▶ **Directions**: All entries should be copied exactly, none left out.

Stored data entries:
□ □ □

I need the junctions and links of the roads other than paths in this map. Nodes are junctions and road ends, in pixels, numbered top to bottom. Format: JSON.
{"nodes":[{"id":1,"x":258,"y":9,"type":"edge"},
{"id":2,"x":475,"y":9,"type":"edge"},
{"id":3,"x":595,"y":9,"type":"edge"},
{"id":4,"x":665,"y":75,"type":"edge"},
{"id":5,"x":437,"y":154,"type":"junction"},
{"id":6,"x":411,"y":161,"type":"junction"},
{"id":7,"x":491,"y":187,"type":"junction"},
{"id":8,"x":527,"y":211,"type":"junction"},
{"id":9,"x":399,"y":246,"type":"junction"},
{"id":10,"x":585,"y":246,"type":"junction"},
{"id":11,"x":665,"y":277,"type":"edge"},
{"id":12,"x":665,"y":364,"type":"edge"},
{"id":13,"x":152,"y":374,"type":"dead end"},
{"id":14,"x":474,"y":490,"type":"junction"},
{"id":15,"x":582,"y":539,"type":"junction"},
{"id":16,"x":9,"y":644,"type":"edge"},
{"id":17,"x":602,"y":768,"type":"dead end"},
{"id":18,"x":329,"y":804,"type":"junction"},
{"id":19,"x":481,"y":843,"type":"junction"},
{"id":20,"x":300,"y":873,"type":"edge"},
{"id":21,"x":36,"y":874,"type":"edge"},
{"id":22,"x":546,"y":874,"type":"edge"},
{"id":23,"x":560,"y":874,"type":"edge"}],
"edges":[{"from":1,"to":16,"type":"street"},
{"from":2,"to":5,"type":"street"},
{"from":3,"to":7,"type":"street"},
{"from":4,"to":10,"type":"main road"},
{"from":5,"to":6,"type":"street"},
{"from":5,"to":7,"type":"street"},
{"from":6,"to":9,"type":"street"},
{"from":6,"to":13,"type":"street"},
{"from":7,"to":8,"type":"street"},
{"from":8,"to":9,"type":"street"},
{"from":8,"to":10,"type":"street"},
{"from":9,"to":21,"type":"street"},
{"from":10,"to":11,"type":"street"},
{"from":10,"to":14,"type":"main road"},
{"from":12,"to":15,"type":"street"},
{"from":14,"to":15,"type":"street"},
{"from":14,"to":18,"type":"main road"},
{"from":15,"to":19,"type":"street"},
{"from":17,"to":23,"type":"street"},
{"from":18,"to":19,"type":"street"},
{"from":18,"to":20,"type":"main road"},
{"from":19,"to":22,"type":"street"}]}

□ □ □

▶ **Exercise output**:
I need the junctions and links of the roads other than paths in this map. Nodes are junctions and road ends, in pixels, numbered top to bottom. Format: JSON.
{"nodes":[{"id":1,"x":258,"y":9,"type":"edge"},
{"id":2,"x":475,"y":9,"type":"edge"},
{"id":3,"x":595,"y":9,"type":"edge"},
{"id":4,"x":665,"y":75,"type":"edge"},
{"id":5,"x":437,"y":154,"type":"junction"},
{"id":6,"x":411,"y":161,"type":"junction"},
{"id":7,"x":491,"y":187,"type":"junction"},
{"id":8,"x":527,"y":211,"type":"junction"},
{"id":9,"x":399,"y":246,"type":"junction"},
{"id":10,"x":585,"y":246,"type":"junction"},
{"id":11,"x":665,"y":277,"type":"edge"},
{"id":12,"x":665,"y":364,"type":"edge"},
{"id":13,"x":152,"y":374,"type":"dead end"},
{"id":14,"x":474,"y":490,"type":"junction"},
{"id":15,"x":582,"y":539,"type":"junction"},
{"id":16,"x":9,"y":644,"type":"edge"},
{"id":17,"x":602,"y":768,"type":"dead end"},
{"id":18,"x":329,"y":804,"type":"junction"},
{"id":19,"x":481,"y":843,"type":"junction"},
{"id":20,"x":300,"y":873,"type":"edge"},
{"id":21,"x":36,"y":874,"type":"edge"},
{"id":22,"x":546,"y":874,"type":"edge"},
{"id":23,"x":560,"y":874,"type":"edge"}],
"edges":[{"from":1,"to":16,"type":"street"},
{"from":2,"to":5,"type":"street"},
{"from":3,"to":7,"type":"street"},
{"from":4,"to":10,"type":"main road"},
{"from":5,"to":6,"type":"street"},
{"from":5,"to":7,"type":"street"},
{"from":6,"to":9,"type":"street"},
{"from":6,"to":13,"type":"street"},
{"from":7,"to":8,"type":"street"},
{"from":8,"to":9,"type":"street"},
{"from":8,"to":10,"type":"street"},
{"from":9,"to":21,"type":"street"},
{"from":10,"to":11,"type":"street"},
{"from":10,"to":14,"type":"main road"},
{"from":12,"to":15,"type":"street"},
{"from":14,"to":15,"type":"street"},
{"from":14,"to":18,"type":"main road"},
{"from":15,"to":19,"type":"street"},
{"from":17,"to":23,"type":"street"},
{"from":18,"to":19,"type":"street"},
{"from":18,"to":20,"type":"main road"},
{"from":19,"to":22,"type":"street"}]}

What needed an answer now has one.